Goal of the exercise:
Find the word "direction" in the material below and gather every line that contains it.

Given records:

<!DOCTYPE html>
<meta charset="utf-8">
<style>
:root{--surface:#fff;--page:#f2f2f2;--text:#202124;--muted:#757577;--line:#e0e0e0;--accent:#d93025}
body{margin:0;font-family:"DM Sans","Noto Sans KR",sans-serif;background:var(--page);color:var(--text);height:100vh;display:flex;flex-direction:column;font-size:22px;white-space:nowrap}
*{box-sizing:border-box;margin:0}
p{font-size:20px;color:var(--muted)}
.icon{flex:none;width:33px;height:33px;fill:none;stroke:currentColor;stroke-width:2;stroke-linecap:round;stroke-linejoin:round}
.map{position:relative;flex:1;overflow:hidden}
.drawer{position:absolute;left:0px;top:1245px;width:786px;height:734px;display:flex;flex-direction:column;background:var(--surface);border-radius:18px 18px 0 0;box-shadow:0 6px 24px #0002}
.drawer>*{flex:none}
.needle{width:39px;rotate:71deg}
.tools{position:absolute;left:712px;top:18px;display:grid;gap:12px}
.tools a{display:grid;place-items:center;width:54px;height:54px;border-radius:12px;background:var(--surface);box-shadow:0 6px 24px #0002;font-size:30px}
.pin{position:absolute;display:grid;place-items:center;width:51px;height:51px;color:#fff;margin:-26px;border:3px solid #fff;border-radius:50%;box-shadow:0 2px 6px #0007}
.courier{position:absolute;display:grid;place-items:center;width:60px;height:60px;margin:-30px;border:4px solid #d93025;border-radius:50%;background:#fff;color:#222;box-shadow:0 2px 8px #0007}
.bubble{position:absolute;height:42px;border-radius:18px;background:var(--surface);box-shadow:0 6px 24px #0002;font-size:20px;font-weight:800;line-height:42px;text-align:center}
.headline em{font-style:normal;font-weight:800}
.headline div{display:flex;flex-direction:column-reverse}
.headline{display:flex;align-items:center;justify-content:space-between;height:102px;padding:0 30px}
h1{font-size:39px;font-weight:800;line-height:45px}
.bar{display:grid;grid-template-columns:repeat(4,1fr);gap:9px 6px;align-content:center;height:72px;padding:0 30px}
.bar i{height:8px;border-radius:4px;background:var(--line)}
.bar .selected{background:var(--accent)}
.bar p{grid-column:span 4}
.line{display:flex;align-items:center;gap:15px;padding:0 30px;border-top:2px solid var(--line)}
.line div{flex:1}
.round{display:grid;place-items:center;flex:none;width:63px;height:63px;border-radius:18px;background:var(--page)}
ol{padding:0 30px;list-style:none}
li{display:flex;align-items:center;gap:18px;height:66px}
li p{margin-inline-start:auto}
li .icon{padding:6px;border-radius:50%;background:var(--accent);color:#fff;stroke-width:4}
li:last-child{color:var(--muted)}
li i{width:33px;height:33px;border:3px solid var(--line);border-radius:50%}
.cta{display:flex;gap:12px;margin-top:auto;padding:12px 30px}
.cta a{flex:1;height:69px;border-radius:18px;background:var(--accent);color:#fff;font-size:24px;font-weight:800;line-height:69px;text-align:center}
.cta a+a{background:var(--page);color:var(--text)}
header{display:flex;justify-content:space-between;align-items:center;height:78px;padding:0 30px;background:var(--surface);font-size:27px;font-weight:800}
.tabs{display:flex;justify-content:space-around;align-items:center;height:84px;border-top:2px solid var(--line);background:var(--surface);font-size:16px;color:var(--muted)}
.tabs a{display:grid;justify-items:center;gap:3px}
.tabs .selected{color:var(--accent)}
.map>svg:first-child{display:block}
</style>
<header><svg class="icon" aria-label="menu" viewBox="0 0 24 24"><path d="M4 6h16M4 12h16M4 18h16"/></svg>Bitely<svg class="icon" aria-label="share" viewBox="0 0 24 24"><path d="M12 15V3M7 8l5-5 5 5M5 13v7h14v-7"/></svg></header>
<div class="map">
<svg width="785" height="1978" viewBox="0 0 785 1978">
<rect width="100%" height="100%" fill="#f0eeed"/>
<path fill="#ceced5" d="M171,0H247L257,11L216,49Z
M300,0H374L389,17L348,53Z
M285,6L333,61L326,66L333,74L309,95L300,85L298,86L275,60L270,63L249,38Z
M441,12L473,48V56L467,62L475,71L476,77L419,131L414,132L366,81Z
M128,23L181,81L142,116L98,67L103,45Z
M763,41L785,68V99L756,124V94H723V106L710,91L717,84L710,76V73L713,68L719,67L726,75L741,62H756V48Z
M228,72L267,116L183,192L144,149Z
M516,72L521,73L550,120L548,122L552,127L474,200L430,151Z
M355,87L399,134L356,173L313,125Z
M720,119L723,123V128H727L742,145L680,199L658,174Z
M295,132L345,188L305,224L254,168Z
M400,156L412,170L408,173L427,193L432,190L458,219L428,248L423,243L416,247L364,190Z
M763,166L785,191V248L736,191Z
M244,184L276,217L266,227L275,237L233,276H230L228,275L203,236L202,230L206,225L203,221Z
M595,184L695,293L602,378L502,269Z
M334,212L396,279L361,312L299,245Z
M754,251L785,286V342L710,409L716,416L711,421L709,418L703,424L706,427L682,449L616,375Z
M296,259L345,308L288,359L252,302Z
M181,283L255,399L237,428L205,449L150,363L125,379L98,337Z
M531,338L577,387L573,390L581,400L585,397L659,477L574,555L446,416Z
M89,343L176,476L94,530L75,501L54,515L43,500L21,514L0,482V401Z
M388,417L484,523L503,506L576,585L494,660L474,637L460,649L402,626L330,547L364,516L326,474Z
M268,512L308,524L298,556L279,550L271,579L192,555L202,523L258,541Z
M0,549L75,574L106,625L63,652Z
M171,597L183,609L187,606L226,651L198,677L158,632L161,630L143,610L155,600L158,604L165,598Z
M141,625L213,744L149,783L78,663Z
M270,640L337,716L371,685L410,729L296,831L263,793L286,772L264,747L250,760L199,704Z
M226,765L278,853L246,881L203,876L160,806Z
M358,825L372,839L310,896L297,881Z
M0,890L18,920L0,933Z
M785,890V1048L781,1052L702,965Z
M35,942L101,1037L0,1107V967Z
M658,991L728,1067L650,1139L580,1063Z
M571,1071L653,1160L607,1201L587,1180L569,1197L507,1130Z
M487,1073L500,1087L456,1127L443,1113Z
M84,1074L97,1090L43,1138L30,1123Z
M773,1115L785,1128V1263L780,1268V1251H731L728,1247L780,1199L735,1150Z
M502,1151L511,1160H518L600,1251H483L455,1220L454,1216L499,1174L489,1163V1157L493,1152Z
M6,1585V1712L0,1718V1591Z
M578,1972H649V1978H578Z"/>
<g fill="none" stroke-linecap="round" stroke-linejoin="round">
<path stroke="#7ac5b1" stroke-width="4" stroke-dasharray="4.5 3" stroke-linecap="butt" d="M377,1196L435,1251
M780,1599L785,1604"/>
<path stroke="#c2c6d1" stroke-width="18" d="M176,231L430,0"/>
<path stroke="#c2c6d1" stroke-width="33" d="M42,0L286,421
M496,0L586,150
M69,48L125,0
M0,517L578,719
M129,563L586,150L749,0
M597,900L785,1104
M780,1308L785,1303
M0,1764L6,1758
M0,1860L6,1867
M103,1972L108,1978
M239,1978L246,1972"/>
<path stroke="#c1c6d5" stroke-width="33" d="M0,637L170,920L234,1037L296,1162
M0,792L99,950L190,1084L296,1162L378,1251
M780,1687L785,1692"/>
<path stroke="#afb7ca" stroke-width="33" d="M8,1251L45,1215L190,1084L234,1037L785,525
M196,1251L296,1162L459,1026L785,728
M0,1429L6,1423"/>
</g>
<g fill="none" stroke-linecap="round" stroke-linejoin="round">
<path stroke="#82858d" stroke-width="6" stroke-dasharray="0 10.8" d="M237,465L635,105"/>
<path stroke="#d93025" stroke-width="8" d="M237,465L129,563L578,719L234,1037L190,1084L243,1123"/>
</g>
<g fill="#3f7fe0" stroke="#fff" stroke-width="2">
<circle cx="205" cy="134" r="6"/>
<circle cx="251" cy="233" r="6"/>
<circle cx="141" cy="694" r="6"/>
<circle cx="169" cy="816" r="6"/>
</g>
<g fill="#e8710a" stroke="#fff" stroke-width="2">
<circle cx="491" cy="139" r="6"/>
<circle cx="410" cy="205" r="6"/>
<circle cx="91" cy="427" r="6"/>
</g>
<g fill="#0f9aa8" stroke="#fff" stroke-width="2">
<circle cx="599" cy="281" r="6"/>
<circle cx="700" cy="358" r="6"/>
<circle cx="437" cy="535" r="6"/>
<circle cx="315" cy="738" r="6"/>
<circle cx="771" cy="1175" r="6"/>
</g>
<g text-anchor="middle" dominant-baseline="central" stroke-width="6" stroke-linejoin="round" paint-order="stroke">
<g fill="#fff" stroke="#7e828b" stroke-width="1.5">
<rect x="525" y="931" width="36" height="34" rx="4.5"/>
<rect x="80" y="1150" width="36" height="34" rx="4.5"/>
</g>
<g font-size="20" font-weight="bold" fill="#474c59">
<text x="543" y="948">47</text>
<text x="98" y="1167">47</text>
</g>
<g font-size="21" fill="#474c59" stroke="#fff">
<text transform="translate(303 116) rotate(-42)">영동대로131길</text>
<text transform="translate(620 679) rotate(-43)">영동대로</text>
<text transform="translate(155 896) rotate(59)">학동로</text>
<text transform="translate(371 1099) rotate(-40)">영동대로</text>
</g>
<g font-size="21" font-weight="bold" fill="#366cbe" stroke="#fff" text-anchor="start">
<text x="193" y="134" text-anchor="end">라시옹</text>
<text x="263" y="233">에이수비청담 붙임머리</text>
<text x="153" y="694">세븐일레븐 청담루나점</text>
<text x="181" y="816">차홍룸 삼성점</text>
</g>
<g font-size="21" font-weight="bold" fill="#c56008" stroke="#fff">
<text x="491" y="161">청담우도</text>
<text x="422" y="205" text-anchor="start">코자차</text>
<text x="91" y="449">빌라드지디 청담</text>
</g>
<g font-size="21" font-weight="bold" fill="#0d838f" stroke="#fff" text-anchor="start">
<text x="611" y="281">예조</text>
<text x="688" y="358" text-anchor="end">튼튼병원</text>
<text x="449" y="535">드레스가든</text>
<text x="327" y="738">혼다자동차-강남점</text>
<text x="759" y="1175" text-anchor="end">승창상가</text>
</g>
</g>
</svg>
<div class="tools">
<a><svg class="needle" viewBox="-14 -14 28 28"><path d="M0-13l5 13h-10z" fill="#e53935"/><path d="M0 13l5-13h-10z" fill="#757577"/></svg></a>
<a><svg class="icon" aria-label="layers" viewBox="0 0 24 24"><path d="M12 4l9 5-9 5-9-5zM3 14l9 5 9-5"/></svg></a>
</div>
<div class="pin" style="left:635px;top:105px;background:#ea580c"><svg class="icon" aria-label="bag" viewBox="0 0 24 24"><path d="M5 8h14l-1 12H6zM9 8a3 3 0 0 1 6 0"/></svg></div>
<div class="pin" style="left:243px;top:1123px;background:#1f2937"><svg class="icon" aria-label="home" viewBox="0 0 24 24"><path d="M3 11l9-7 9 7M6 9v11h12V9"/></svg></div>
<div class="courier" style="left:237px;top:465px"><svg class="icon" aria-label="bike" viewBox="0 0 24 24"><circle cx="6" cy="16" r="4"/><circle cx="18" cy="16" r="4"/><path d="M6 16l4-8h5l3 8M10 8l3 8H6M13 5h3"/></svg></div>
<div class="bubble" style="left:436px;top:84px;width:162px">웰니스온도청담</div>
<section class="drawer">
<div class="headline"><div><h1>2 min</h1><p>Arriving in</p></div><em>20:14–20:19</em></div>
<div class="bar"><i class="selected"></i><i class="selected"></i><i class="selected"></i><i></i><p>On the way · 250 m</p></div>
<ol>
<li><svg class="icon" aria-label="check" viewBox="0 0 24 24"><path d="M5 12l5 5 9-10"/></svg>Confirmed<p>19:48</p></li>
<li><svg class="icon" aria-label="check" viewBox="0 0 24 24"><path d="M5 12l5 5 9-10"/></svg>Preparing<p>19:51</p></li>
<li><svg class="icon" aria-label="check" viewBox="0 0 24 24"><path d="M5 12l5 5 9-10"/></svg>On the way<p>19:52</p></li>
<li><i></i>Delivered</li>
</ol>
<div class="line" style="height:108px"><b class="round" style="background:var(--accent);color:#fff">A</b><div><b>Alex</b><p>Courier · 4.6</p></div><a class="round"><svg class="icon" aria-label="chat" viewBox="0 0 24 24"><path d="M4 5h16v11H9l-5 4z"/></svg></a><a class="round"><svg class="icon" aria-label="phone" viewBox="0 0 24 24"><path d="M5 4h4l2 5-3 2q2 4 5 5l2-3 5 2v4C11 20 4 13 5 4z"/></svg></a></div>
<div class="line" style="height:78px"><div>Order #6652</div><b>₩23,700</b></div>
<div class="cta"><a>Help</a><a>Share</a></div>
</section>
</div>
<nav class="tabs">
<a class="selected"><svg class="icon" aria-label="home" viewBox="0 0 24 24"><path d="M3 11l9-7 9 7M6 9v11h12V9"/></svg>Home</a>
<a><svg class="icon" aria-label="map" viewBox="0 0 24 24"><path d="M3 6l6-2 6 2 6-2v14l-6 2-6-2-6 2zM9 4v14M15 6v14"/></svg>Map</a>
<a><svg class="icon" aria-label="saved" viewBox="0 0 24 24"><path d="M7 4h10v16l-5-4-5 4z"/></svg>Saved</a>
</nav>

Task result:
body{margin:0;font-family:"DM Sans","Noto Sans KR",sans-serif;background:var(--page);color:var(--text);height:100vh;display:flex;flex-direction:column;font-size:22px;white-space:nowrap}
.drawer{position:absolute;left:0px;top:1245px;width:786px;height:734px;display:flex;flex-direction:column;background:var(--surface);border-radius:18px 18px 0 0;box-shadow:0 6px 24px #0002}
.headline div{display:flex;flex-direction:column-reverse}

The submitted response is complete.